> **Work to complete**: If a line in the records below contains the word "than", return that line.
─── Dataset entries
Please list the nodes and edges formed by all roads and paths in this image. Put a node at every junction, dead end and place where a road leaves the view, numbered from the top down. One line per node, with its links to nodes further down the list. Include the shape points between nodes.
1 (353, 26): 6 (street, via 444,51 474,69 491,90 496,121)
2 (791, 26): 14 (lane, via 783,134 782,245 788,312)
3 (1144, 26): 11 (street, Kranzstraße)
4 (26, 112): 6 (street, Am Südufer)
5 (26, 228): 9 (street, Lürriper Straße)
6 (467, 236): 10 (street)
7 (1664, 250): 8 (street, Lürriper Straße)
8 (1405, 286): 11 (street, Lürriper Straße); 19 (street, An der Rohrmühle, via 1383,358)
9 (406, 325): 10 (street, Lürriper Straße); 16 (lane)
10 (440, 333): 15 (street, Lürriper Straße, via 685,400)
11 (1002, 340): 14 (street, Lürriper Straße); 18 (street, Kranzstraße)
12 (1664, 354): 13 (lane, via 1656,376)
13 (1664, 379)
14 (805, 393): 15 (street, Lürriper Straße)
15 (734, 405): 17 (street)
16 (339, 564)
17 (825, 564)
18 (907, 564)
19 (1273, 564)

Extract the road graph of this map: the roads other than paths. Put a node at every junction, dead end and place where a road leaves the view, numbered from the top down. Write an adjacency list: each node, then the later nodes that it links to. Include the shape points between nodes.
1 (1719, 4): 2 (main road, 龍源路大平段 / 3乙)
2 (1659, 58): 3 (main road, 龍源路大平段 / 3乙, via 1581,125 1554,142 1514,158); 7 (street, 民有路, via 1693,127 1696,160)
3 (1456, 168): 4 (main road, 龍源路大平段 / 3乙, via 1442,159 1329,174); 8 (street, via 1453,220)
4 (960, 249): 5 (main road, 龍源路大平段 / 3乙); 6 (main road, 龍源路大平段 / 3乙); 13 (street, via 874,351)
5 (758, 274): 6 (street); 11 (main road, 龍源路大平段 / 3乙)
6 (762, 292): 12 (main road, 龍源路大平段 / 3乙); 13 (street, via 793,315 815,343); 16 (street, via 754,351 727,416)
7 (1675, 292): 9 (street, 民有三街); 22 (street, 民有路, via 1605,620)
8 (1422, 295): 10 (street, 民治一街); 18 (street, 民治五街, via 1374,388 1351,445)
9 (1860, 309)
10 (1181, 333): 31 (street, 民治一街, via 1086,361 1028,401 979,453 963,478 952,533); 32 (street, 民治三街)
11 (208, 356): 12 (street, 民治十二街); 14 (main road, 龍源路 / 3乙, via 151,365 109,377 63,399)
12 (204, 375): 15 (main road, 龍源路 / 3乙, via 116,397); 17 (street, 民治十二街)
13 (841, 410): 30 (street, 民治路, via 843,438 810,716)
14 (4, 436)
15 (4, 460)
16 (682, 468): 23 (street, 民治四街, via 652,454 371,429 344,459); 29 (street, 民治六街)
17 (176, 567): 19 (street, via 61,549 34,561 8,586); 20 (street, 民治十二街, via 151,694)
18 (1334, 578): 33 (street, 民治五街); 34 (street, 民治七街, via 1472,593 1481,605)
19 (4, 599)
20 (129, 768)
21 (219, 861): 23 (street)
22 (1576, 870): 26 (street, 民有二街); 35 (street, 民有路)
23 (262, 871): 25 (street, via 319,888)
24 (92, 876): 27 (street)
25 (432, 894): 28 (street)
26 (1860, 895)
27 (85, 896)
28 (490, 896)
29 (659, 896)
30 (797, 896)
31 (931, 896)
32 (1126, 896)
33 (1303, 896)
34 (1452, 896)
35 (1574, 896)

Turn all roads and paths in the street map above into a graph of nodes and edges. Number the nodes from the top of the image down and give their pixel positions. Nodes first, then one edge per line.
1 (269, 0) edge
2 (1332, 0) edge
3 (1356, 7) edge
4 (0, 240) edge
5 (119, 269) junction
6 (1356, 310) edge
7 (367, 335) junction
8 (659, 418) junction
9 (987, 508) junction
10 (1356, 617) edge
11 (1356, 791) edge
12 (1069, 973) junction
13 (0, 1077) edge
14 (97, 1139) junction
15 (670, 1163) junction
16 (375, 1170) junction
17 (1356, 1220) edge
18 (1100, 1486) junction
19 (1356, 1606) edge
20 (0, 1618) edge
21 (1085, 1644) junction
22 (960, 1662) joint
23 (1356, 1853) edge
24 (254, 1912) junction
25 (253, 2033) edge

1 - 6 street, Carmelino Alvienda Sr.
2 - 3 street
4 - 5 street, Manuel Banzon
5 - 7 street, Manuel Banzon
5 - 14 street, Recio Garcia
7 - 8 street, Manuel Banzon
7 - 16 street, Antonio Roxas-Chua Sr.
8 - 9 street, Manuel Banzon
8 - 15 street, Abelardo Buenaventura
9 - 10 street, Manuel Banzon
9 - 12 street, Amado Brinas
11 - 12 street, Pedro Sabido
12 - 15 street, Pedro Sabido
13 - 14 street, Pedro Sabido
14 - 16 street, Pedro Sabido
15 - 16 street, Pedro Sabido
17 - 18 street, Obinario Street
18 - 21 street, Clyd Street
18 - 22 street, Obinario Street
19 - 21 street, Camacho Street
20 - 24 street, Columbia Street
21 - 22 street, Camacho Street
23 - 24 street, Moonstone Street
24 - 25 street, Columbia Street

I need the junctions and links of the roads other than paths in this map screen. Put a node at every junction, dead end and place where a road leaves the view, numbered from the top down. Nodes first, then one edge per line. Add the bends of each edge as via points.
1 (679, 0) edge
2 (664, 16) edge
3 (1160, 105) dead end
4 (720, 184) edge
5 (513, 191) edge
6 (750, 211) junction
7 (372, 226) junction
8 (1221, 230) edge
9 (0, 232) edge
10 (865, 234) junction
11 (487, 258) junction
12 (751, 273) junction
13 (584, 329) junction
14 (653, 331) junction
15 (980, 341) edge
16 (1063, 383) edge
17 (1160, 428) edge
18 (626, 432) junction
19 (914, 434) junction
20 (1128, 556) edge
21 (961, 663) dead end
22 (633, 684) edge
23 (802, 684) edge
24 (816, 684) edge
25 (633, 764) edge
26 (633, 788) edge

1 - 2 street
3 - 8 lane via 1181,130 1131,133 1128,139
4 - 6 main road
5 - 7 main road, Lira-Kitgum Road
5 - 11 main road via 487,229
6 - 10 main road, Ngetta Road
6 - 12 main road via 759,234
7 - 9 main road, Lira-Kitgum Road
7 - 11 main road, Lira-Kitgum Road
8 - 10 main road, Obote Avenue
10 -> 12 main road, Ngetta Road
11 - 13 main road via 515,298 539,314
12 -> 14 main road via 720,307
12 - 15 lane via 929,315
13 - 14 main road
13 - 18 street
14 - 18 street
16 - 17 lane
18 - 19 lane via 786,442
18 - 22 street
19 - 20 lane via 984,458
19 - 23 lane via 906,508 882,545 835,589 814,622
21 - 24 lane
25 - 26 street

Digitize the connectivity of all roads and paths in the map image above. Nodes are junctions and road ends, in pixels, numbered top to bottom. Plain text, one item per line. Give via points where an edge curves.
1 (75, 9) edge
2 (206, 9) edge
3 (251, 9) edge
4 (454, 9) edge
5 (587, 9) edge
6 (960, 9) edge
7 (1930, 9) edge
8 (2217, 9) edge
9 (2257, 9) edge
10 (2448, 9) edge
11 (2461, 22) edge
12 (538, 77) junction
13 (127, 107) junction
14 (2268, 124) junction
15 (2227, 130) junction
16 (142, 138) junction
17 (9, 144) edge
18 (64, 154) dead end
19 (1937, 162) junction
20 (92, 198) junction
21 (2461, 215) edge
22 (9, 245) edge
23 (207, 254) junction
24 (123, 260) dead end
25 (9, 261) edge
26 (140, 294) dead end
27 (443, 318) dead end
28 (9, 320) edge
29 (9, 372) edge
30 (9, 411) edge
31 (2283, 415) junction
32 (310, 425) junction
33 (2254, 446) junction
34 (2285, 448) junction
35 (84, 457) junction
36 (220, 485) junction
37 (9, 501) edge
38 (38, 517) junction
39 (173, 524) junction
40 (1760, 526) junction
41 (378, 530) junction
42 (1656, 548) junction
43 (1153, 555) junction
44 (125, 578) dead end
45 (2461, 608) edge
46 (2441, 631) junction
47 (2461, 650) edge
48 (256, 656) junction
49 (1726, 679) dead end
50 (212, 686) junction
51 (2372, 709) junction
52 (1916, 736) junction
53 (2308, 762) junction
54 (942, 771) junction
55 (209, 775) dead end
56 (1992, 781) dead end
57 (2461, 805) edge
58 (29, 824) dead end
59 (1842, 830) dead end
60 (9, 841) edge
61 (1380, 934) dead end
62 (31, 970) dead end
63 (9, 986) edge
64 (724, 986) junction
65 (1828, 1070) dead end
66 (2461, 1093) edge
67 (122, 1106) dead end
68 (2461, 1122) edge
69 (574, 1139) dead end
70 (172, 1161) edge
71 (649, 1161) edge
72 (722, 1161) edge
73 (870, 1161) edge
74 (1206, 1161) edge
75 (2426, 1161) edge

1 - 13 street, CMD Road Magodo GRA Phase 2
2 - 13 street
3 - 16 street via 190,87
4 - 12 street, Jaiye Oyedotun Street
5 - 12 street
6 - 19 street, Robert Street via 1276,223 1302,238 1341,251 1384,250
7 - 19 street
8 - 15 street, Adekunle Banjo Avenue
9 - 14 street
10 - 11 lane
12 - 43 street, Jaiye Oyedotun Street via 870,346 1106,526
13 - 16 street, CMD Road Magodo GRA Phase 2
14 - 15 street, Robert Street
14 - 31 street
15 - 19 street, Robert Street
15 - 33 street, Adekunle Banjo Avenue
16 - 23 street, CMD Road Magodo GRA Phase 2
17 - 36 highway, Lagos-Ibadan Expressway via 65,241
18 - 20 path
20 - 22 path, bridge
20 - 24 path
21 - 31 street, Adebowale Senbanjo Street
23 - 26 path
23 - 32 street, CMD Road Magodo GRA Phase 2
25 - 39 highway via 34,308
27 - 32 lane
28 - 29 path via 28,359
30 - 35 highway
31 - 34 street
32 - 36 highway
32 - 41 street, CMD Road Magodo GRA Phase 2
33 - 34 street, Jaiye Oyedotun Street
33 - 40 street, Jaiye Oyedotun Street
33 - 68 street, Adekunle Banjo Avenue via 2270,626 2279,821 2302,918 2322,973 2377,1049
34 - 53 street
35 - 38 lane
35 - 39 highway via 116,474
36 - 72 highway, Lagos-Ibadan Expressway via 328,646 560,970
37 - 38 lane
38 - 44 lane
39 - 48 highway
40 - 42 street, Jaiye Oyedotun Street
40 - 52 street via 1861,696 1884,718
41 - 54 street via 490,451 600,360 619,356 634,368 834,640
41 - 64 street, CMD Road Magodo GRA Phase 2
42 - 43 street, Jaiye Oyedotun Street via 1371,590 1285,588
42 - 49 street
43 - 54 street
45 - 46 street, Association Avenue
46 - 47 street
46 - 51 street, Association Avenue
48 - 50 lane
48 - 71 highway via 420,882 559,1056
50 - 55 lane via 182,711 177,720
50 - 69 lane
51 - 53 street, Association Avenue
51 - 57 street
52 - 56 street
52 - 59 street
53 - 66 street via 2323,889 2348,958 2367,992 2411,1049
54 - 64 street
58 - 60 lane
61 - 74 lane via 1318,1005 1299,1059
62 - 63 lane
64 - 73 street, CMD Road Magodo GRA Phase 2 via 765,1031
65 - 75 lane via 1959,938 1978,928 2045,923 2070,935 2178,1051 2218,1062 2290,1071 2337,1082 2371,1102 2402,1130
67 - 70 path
──────
> **Task solution**:
Extract the road graph of this map: the roads other than paths. Put a node at every junction, dead end and place where a road leaves the view, numbered from the top down. Write an adjacency list: each node, then the later nodes that it links to. Include the shape points between nodes.
I need the junctions and links of the roads other than paths in this map screen. Put a node at every junction, dead end and place where a road leaves the view, numbered from the top down. Nodes first, then one edge per line. Add the bends of each edge as via points.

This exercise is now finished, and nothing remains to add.